INSTRUCTIONS TO FOLLOW: Every line below that holds the string "dead" should be copied.

SUPPLIED RECORDS:
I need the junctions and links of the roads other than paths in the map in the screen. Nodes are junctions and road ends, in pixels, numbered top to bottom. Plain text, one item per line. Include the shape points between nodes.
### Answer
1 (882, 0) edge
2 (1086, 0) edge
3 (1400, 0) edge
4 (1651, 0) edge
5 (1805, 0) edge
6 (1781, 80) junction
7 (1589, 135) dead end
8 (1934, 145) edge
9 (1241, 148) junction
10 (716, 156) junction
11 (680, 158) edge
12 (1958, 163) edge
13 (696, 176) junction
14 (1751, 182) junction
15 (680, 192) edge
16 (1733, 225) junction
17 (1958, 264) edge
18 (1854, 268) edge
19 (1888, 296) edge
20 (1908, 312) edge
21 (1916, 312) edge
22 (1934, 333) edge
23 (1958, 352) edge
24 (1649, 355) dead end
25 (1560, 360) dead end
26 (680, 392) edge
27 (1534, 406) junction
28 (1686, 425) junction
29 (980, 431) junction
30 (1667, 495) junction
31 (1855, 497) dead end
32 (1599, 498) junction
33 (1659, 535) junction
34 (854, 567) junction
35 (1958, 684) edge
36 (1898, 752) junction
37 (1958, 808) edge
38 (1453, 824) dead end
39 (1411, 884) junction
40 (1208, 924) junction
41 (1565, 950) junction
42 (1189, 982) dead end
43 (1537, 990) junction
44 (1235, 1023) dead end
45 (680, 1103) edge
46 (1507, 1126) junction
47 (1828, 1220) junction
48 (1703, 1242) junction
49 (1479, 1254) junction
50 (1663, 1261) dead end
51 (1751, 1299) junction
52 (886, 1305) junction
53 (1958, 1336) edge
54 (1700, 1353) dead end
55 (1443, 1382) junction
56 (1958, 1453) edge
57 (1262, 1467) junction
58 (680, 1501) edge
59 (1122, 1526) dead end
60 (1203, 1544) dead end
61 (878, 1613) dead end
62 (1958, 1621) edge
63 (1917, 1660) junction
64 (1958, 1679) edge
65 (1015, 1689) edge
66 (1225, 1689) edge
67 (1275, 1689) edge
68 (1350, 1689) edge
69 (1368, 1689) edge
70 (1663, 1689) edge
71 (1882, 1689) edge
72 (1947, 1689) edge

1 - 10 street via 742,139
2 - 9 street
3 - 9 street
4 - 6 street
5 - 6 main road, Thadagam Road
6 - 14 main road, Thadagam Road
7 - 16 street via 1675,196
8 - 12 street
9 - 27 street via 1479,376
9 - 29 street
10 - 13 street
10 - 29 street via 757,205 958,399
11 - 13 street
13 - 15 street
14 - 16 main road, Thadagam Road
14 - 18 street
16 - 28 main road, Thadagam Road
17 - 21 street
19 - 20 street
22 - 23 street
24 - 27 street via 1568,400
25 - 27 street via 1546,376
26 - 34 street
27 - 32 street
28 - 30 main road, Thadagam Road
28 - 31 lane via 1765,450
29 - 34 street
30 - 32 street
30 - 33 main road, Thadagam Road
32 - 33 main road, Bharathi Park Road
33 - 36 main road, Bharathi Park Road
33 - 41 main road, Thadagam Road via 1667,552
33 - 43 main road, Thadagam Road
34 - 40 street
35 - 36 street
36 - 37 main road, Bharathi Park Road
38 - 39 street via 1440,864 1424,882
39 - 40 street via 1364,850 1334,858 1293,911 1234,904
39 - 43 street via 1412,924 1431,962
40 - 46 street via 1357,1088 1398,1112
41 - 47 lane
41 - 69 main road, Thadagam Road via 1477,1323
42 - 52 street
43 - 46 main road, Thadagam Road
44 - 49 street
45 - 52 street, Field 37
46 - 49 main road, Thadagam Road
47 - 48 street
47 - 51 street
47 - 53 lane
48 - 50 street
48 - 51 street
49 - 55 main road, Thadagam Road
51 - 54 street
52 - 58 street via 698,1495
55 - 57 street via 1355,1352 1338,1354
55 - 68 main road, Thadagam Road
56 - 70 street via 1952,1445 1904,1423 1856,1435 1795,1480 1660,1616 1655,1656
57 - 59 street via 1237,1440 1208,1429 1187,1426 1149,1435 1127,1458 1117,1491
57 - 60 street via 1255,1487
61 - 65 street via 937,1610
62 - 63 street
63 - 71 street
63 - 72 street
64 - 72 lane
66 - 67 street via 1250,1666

WRITTEN ANSWER:
7 (1589, 135) dead end
24 (1649, 355) dead end
25 (1560, 360) dead end
31 (1855, 497) dead end
38 (1453, 824) dead end
42 (1189, 982) dead end
44 (1235, 1023) dead end
50 (1663, 1261) dead end
54 (1700, 1353) dead end
59 (1122, 1526) dead end
60 (1203, 1544) dead end
61 (878, 1613) dead end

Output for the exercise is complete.